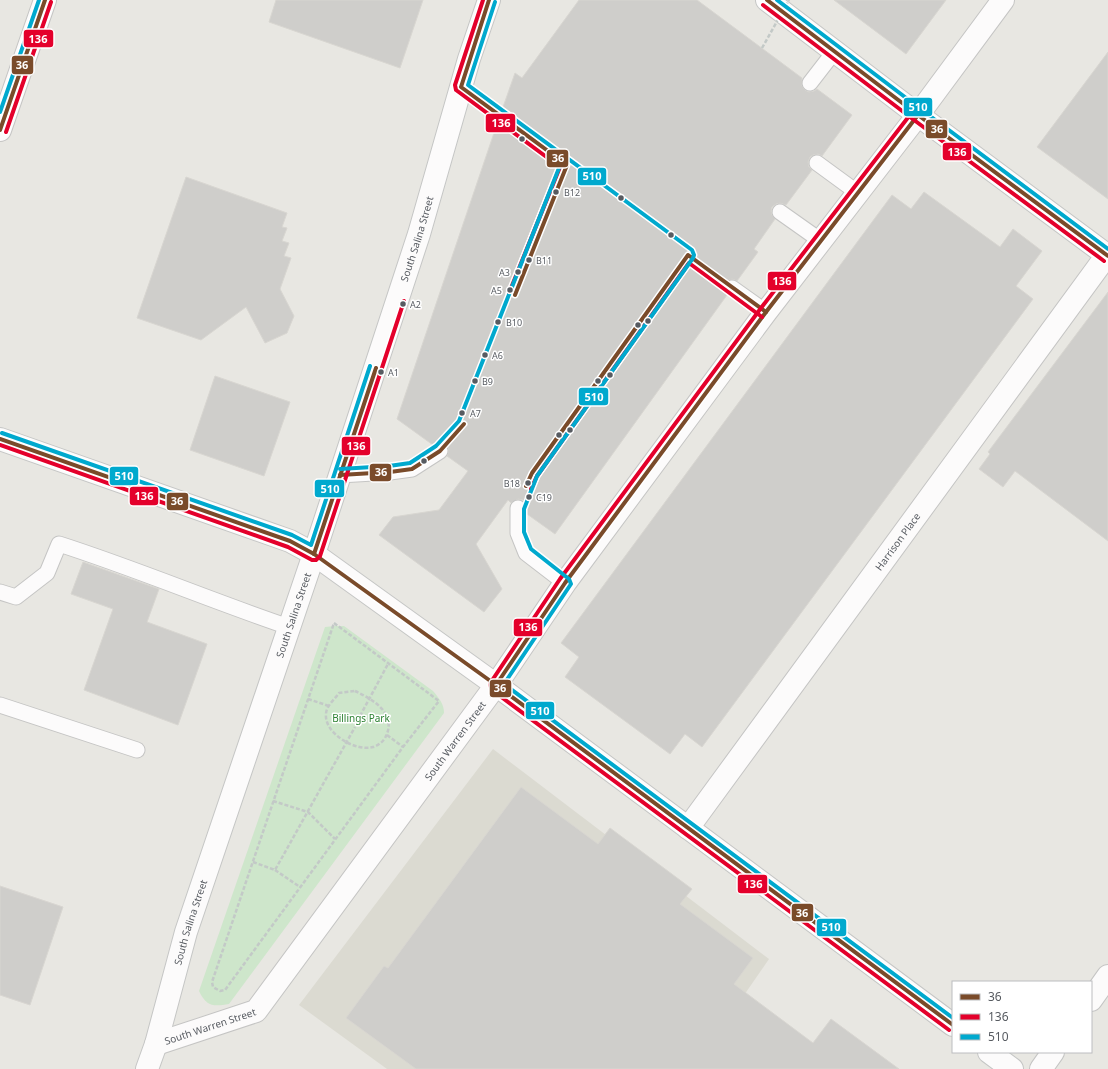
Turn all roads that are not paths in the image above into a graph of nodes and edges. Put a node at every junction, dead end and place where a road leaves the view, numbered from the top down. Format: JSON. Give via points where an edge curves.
{"nodes":[{"id":1,"x":45,"y":0,"type":"edge"},
{"id":2,"x":488,"y":0,"type":"edge"},
{"id":3,"x":767,"y":0,"type":"edge"},
{"id":4,"x":1003,"y":0,"type":"edge"},
{"id":5,"x":834,"y":52,"type":"junction"},
{"id":6,"x":810,"y":84,"type":"dead end"},
{"id":7,"x":461,"y":87,"type":"junction"},
{"id":8,"x":500,"y":116,"type":"dead end"},
{"id":9,"x":918,"y":116,"type":"junction"},
{"id":10,"x":0,"y":130,"type":"edge"},
{"id":11,"x":817,"y":163,"type":"dead end"},
{"id":12,"x":858,"y":193,"type":"junction"},
{"id":13,"x":780,"y":212,"type":"dead end"},
{"id":14,"x":821,"y":241,"type":"junction"},
{"id":15,"x":1108,"y":255,"type":"edge"},
{"id":16,"x":732,"y":288,"type":"dead end"},
{"id":17,"x":766,"y":312,"type":"junction"},
{"id":18,"x":0,"y":439,"type":"edge"},
{"id":19,"x":440,"y":451,"type":"dead end"},
{"id":20,"x":340,"y":475,"type":"junction"},
{"id":21,"x":518,"y":508,"type":"dead end"},
{"id":22,"x":314,"y":554,"type":"junction"},
{"id":23,"x":565,"y":583,"type":"junction"},
{"id":24,"x":0,"y":592,"type":"edge"},
{"id":25,"x":289,"y":627,"type":"junction"},
{"id":26,"x":496,"y":685,"type":"junction"},
{"id":27,"x":0,"y":705,"type":"edge"},
{"id":28,"x":137,"y":750,"type":"dead end"},
{"id":29,"x":688,"y":828,"type":"junction"},
{"id":30,"x":1108,"y":976,"type":"edge"},
{"id":31,"x":1092,"y":999,"type":"edge"},
{"id":32,"x":952,"y":1024,"type":"edge"},
{"id":33,"x":156,"y":1044,"type":"junction"},
{"id":34,"x":990,"y":1053,"type":"edge"},
{"id":35,"x":1052,"y":1053,"type":"edge"},
{"id":36,"x":147,"y":1069,"type":"edge"},
{"id":37,"x":1012,"y":1069,"type":"edge"},
{"id":38,"x":1041,"y":1069,"type":"edge"}],
"edges":[{"from":1,"to":10,"type":"main road"},
{"from":2,"to":7,"type":"main road","name":"South Salina Street"},
{"from":3,"to":5,"type":"main road"},
{"from":4,"to":9,"type":"main road","name":"South Warren Street"},
{"from":5,"to":6,"type":"lane"},
{"from":5,"to":9,"type":"main road"},
{"from":7,"to":8,"type":"lane"},
{"from":7,"to":20,"type":"main road","name":"South Salina Street","via":[[419,234]]},
{"from":9,"to":12,"type":"main road","name":"South Warren Street"},
{"from":9,"to":15,"type":"main road"},
{"from":11,"to":12,"type":"lane"},
{"from":12,"to":14,"type":"main road","name":"South Warren Street"},
{"from":13,"to":14,"type":"lane"},
{"from":14,"to":17,"type":"main road","name":"South Warren Street"},
{"from":15,"to":29,"type":"main road","name":"Harrison Place"},
{"from":16,"to":17,"type":"lane"},
{"from":17,"to":23,"type":"main road","name":"South Warren Street"},
{"from":18,"to":22,"type":"main road","via":[[290,540]]},
{"from":19,"to":20,"type":"lane","via":[[412,469]]},
{"from":20,"to":22,"type":"main road","name":"South Salina Street"},
{"from":21,"to":23,"type":"lane","via":[[518,533],[526,554]]},
{"from":22,"to":25,"type":"main road","name":"South Salina Street"},
{"from":22,"to":26,"type":"main road"},
{"from":23,"to":26,"type":"main road","name":"South Warren Street"},
{"from":24,"to":25,"type":"lane","via":[[16,597],[47,572],[59,544]]},
{"from":25,"to":33,"type":"main road","name":"South Salina Street","via":[[186,932]]},
{"from":26,"to":29,"type":"main road"},
{"from":26,"to":33,"type":"main road","name":"South Warren Street","via":[[256,1011]]},
{"from":27,"to":28,"type":"lane"},
{"from":29,"to":32,"type":"main road"},
{"from":30,"to":31,"type":"main road"},
{"from":33,"to":36,"type":"main road","name":"South Salina Street"},
{"from":34,"to":37,"type":"main road"},
{"from":35,"to":38,"type":"main road"}]}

TASK PROMPT
Repeat each entry exactly as given; no pictures belong in the copy.

ANSWER TO THIS EXERCISE
Turn all roads that are not paths in the image above into a graph of nodes and edges. Put a node at every junction, dead end and place where a road leaves the view, numbered from the top down. Format: JSON. Give via points where an edge curves.
{"nodes":[{"id":1,"x":45,"y":0,"type":"edge"},
{"id":2,"x":488,"y":0,"type":"edge"},
{"id":3,"x":767,"y":0,"type":"edge"},
{"id":4,"x":1003,"y":0,"type":"edge"},
{"id":5,"x":834,"y":52,"type":"junction"},
{"id":6,"x":810,"y":84,"type":"dead end"},
{"id":7,"x":461,"y":87,"type":"junction"},
{"id":8,"x":500,"y":116,"type":"dead end"},
{"id":9,"x":918,"y":116,"type":"junction"},
{"id":10,"x":0,"y":130,"type":"edge"},
{"id":11,"x":817,"y":163,"type":"dead end"},
{"id":12,"x":858,"y":193,"type":"junction"},
{"id":13,"x":780,"y":212,"type":"dead end"},
{"id":14,"x":821,"y":241,"type":"junction"},
{"id":15,"x":1108,"y":255,"type":"edge"},
{"id":16,"x":732,"y":288,"type":"dead end"},
{"id":17,"x":766,"y":312,"type":"junction"},
{"id":18,"x":0,"y":439,"type":"edge"},
{"id":19,"x":440,"y":451,"type":"dead end"},
{"id":20,"x":340,"y":475,"type":"junction"},
{"id":21,"x":518,"y":508,"type":"dead end"},
{"id":22,"x":314,"y":554,"type":"junction"},
{"id":23,"x":565,"y":583,"type":"junction"},
{"id":24,"x":0,"y":592,"type":"edge"},
{"id":25,"x":289,"y":627,"type":"junction"},
{"id":26,"x":496,"y":685,"type":"junction"},
{"id":27,"x":0,"y":705,"type":"edge"},
{"id":28,"x":137,"y":750,"type":"dead end"},
{"id":29,"x":688,"y":828,"type":"junction"},
{"id":30,"x":1108,"y":976,"type":"edge"},
{"id":31,"x":1092,"y":999,"type":"edge"},
{"id":32,"x":952,"y":1024,"type":"edge"},
{"id":33,"x":156,"y":1044,"type":"junction"},
{"id":34,"x":990,"y":1053,"type":"edge"},
{"id":35,"x":1052,"y":1053,"type":"edge"},
{"id":36,"x":147,"y":1069,"type":"edge"},
{"id":37,"x":1012,"y":1069,"type":"edge"},
{"id":38,"x":1041,"y":1069,"type":"edge"}],
"edges":[{"from":1,"to":10,"type":"main road"},
{"from":2,"to":7,"type":"main road","name":"South Salina Street"},
{"from":3,"to":5,"type":"main road"},
{"from":4,"to":9,"type":"main road","name":"South Warren Street"},
{"from":5,"to":6,"type":"lane"},
{"from":5,"to":9,"type":"main road"},
{"from":7,"to":8,"type":"lane"},
{"from":7,"to":20,"type":"main road","name":"South Salina Street","via":[[419,234]]},
{"from":9,"to":12,"type":"main road","name":"South Warren Street"},
{"from":9,"to":15,"type":"main road"},
{"from":11,"to":12,"type":"lane"},
{"from":12,"to":14,"type":"main road","name":"South Warren Street"},
{"from":13,"to":14,"type":"lane"},
{"from":14,"to":17,"type":"main road","name":"South Warren Street"},
{"from":15,"to":29,"type":"main road","name":"Harrison Place"},
{"from":16,"to":17,"type":"lane"},
{"from":17,"to":23,"type":"main road","name":"South Warren Street"},
{"from":18,"to":22,"type":"main road","via":[[290,540]]},
{"from":19,"to":20,"type":"lane","via":[[412,469]]},
{"from":20,"to":22,"type":"main road","name":"South Salina Street"},
{"from":21,"to":23,"type":"lane","via":[[518,533],[526,554]]},
{"from":22,"to":25,"type":"main road","name":"South Salina Street"},
{"from":22,"to":26,"type":"main road"},
{"from":23,"to":26,"type":"main road","name":"South Warren Street"},
{"from":24,"to":25,"type":"lane","via":[[16,597],[47,572],[59,544]]},
{"from":25,"to":33,"type":"main road","name":"South Salina Street","via":[[186,932]]},
{"from":26,"to":29,"type":"main road"},
{"from":26,"to":33,"type":"main road","name":"South Warren Street","via":[[256,1011]]},
{"from":27,"to":28,"type":"lane"},
{"from":29,"to":32,"type":"main road"},
{"from":30,"to":31,"type":"main road"},
{"from":33,"to":36,"type":"main road","name":"South Salina Street"},
{"from":34,"to":37,"type":"main road"},
{"from":35,"to":38,"type":"main road"}]}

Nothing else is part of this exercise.